Are leading Canadian research universities doing enough to prepare students for life after graduation? Robert Gibbs wonders if they could be doing better by getting undergraduate students more involved and engaged in original research.
Gibbs, a professor with the Faculty of Arts & Science’s Department of Philosophy, cross appointed to the Department for the Study of Religion, has just authored his latest book, What Could a University Be? Revolutionary Ideas for the Future.
“This is a book that people asked me to write,” he says. “I've been talking about these new ideas for 10 years.”
Drawing on philosophical ideas and the history of universities, Gibbs proposes a model that emphasizes teaching students how to conduct research throughout their entire undergraduate education, becoming knowledge creators rather than passive recipients receiving instruction.
“This is an attempt to think about how research universities could be more than they are now. A research university should be teaching all of its students how to do research. That should be the thing around which everything else revolves.”

Currently, Gibbs believes the current research university model promotes recruiting and grooming a small percentage of students to pursue graduate degrees. “And if the graduate students do really well, they become professors,” he says. “But very few undergraduates become professors.”
In fact, the vast majority will pursue careers in a wide spectrum of sectors and industries.
“If we dramatically increase the number of people learning how to do research with the anticipation that they will not end up in a university, they will wind up doing all sorts of things that could truly benefit them and society.”
While some educators see undergraduates as naïve and inexperienced, Gibbs sees them as a valuable resource with untapped potential, though he admits that they have a lot to learn about critical methods of inquiry and research.
For example, an undergraduate student population has the strongest connection to the world outside of campus when compared to postdocs and faculty, making them keen observers of changes and trends in society.
“In the book, in relation to an idea of permeability, I talk about how they study at university, and then they go home, and they talk to people, and they bring stuff home, and then they also bring stuff back in. It's a two-way exchange. They have more contact with those outside than anybody else.”
As well, he believes this young population is the most adept at being future-focused, meaning they are always looking at issues likely to arise in the future — issues of significant importance in a non-academic setting.
“There must be a better way to build a subway,” says Gibbs. “There might be a cure for cancer. Maybe we could do a better job of taking care of the homeless, tackling climate change, building more sustainable batteries.
“There are clients who would like researchers to find things like this out. Sometimes there’s a corporation that wants to pay people to explore this. Sometimes it's the government that wants them to do it.”
The ideas in the book came from not only Gibbs’ decades of teaching, but from his serving on various research committees and research advisory boards for the University of Toronto as well as the Social Sciences and Humanities Research Council (SSHRC).

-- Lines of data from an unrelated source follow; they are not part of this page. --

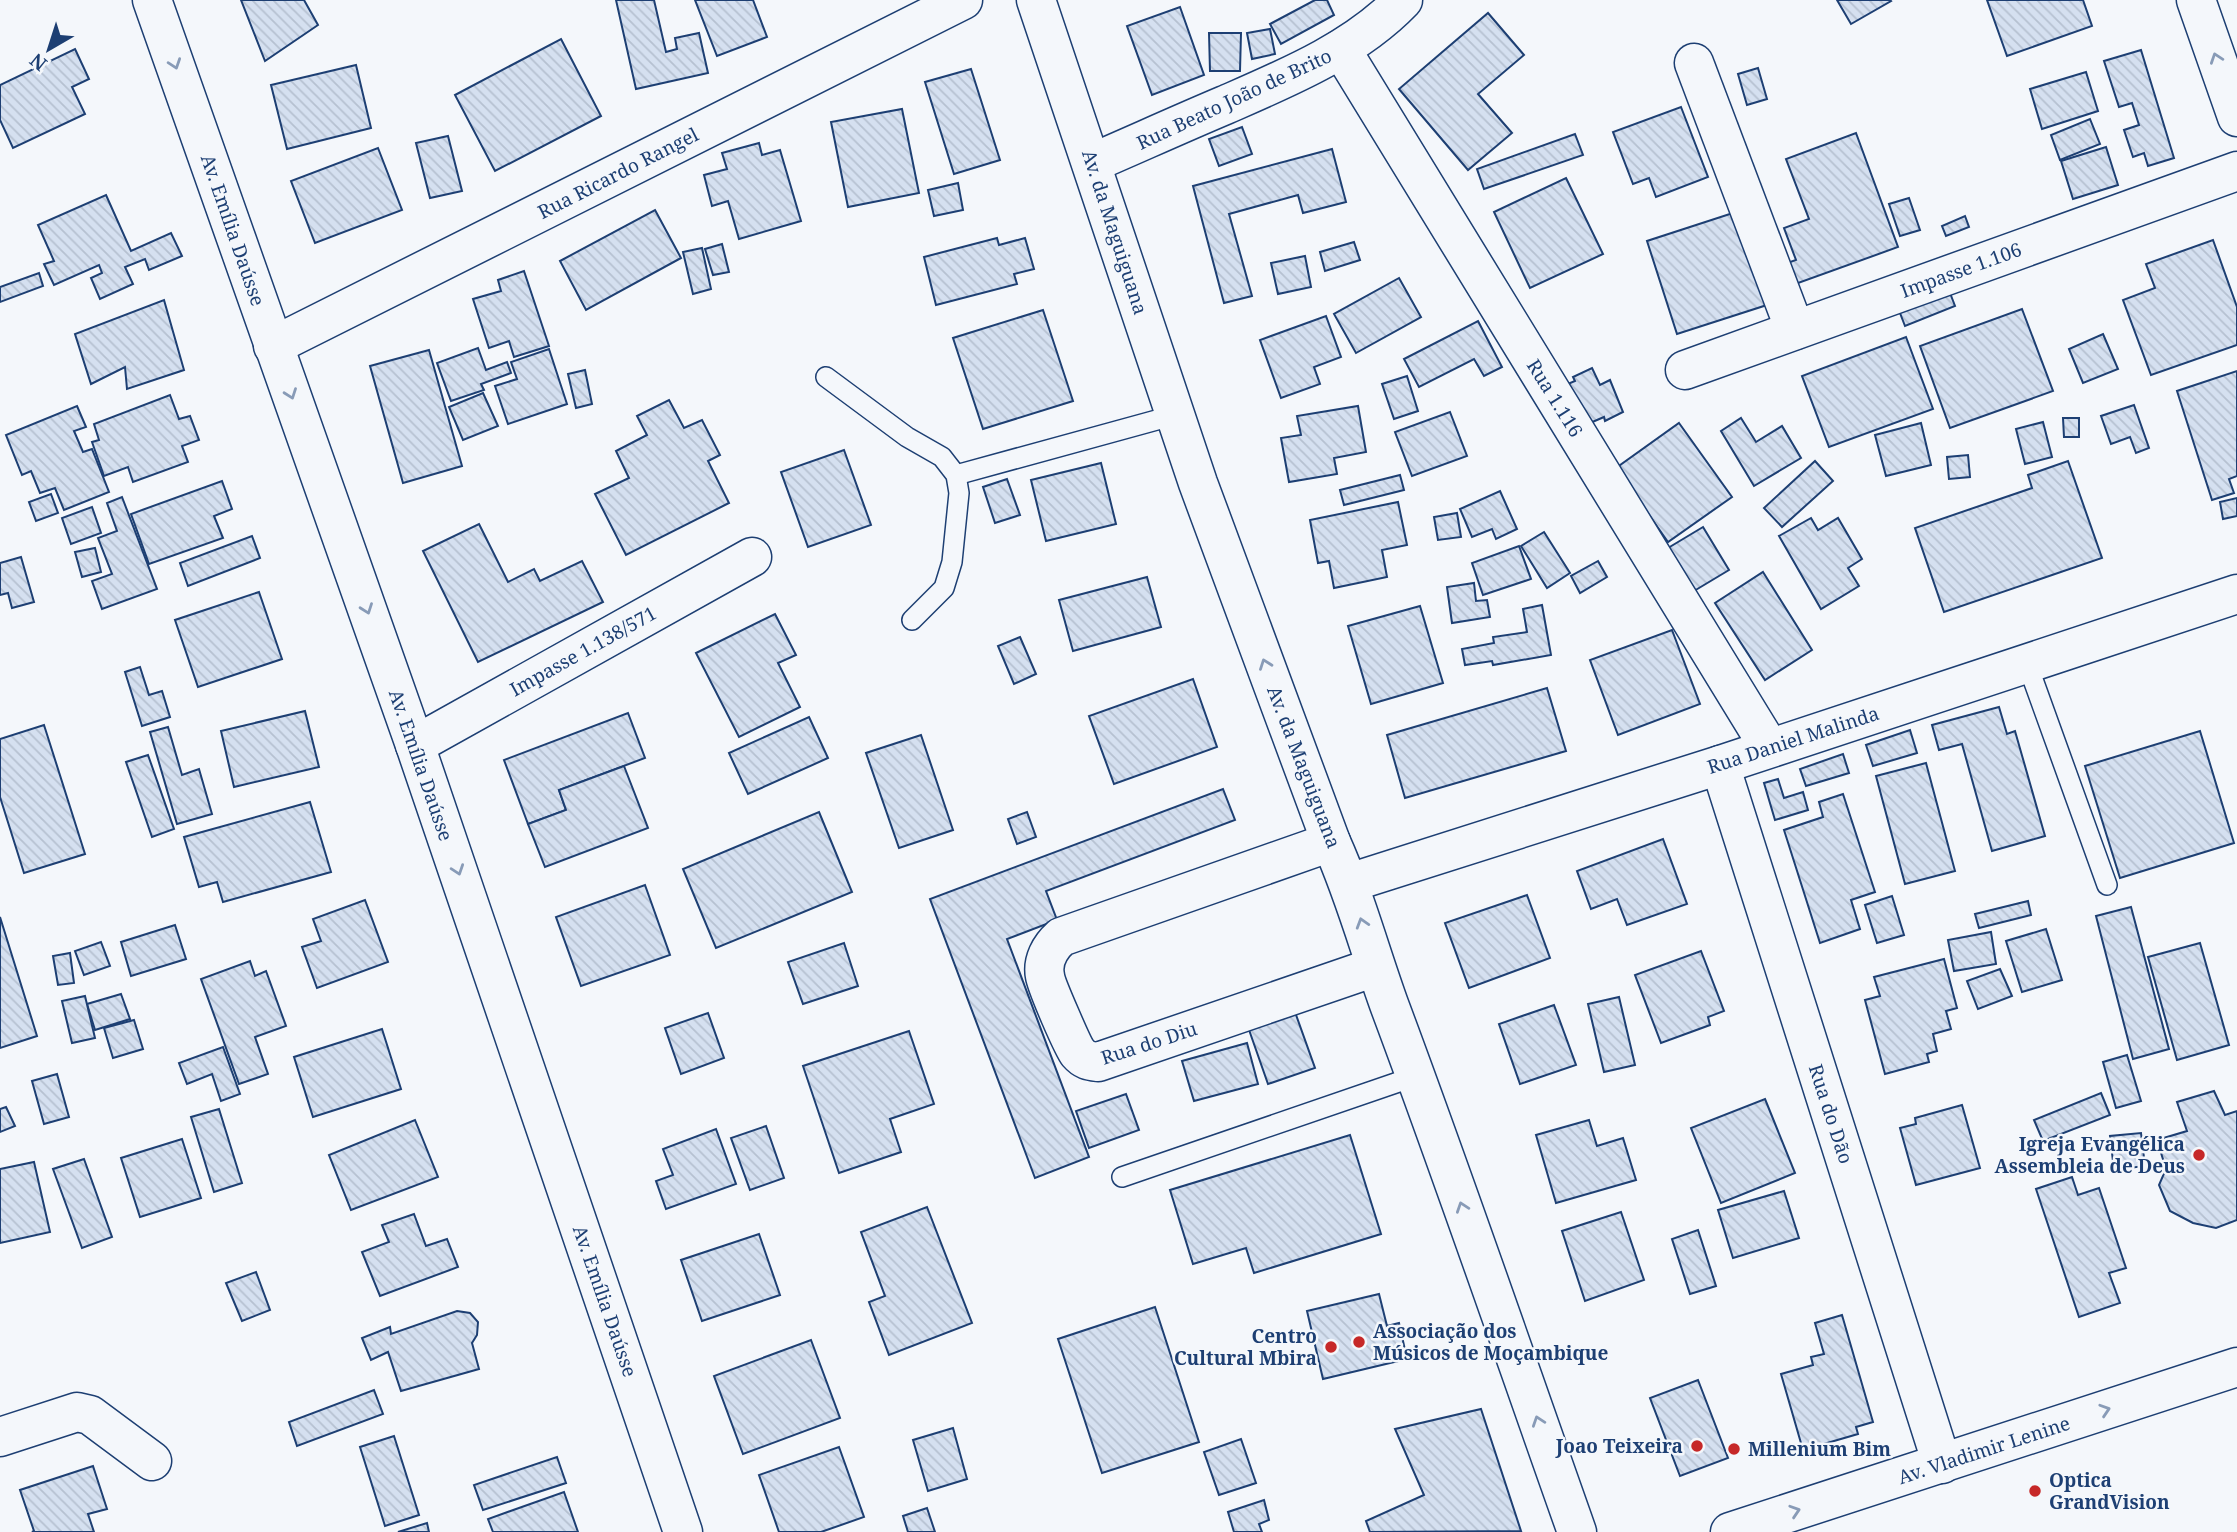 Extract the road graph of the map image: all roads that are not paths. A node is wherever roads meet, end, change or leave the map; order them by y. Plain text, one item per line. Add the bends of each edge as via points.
1 (152, 0) edge
2 (963, 0) edge
3 (1036, 0) edge
4 (1403, 0) edge
5 (2196, 0) edge
6 (1341, 49) junction
7 (1695, 63) dead end
8 (2237, 117) edge
9 (1092, 163) junction
10 (2237, 171) edge
11 (1795, 330) junction
12 (274, 345) junction
13 (1685, 370) dead end
14 (826, 377) dead end
15 (1175, 415) junction
16 (956, 475) junction
17 (752, 558) dead end
18 (2237, 594) edge
19 (912, 620) dead end
20 (2027, 663) junction
21 (415, 744) junction
22 (1769, 747) junction
23 (1720, 765) junction
24 (1331, 842) junction
25 (1349, 883) junction
26 (2107, 885) dead end
27 (1376, 967) junction
28 (1416, 1076) junction
29 (1122, 1177) dead end
30 (2237, 1367) edge
31 (0, 1437) edge
32 (152, 1461) dead end
33 (1942, 1464) junction
34 (683, 1532) edge
35 (1577, 1532) edge
36 (1730, 1532) edge

1 -> 12 street, Av. Emília Daússe
2 - 12 street, Rua Ricardo Rangel
3 - 9 street, Av. da Maguiguana
4 - 6 street, Rua Beato João de Brito
8 -> 5 street
6 - 9 street, Rua Beato João de Brito via 1273,84
6 - 22 street, Rua 1.116
7 - 11 street
9 - 15 street, Av. da Maguiguana
10 - 11 street, Impasse 1.106
11 - 13 street, Impasse 1.106
12 -> 21 street, Av. Emília Daússe
14 - 16 lane via 942,457
15 - 16 lane
24 -> 15 street, Av. da Maguiguana
16 - 19 lane via 959,493 952,562 944,588
17 - 21 street, Impasse 1.138/571
18 - 20 street, Rua Daniel Malinda
20 - 22 street, Rua Daniel Malinda
20 - 26 lane
21 -> 34 street, Av. Emília Daússe
22 - 23 street, Rua Daniel Malinda
23 - 25 street, Rua Daniel Malinda
23 - 33 street, Rua do Dão
24 - 25 street, Av. da Maguiguana
24 - 27 street, Rua do Diu via 1061,937 1051,946 1045,976 1074,1048 1087,1061 1098,1062
27 -> 25 street, Av. da Maguiguana
27 - 28 street, Av. da Maguiguana
28 - 29 lane
35 -> 28 street, Av. da Maguiguana
33 -> 30 street, Av. Vladimir Lenine
31 - 32 street via 77,1412 90,1415
36 -> 33 street, Av. Vladimir Lenine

As well, it was his serving as the director of the Jackman Humanities Institute that he witnessed the benefits of humanities undergraduates involved in various research projects.
“That was not common in the landscape of humanities centres and institutes around the world,” he says. “What we got was a flow of the ideas for research coming not just from the professor to the postdoc to the graduate student. We saw a flow going the other way from undergraduate students. Those experiences were the key to why I started thinking this way.”
As well, Gibbs asks readers to revisit the purpose of a university — what it’s meant to do for its students and for society at large.
“Part of the premise of the book is that we haven't done a particularly good job of articulating what we’re doing in society and why it's beneficial. Just getting people ‘job ready’ is not an adequate explanation, because there are all kinds of ways to get job ready.
“In fact, if you're entering a trade, it would be much better to be in a vocational program and get an apprenticeship than to go university.”
Though Gibbs emphasizes his book is one of ideas, he’s heartened by several initiatives at U of T that mirror his thinking.
“A lot of the things I'm encouraging or even applauding are being done at U of T,” he says. “There are all sorts of examples. I was on the academic board of U of T, so I was reviewing programs.
“I ran into this unbelievable review of the psychology program at UTM which took first-year students and gave them a lab in which they learn how to do research. Over the course of the year, undergraduates learn not just how other people have done research, they design their own experiments, crunch the data and write it up.”
Such approaches, feels Gibbs, harness the curiosity and passion of future problem-solvers who are best suited for tackling today’s and tomorrow’s challenges.
“It would be great if there was a fundamental interest in improving their education and building these models of learning around logic of inquiry and how to do research,” says Gibbs.
“It reflects the key question for education: what would be the best that we could do for these students? By giving them the best kind of education we would be giving the greatest benefit to our world, which would justify why we're here as an institution.”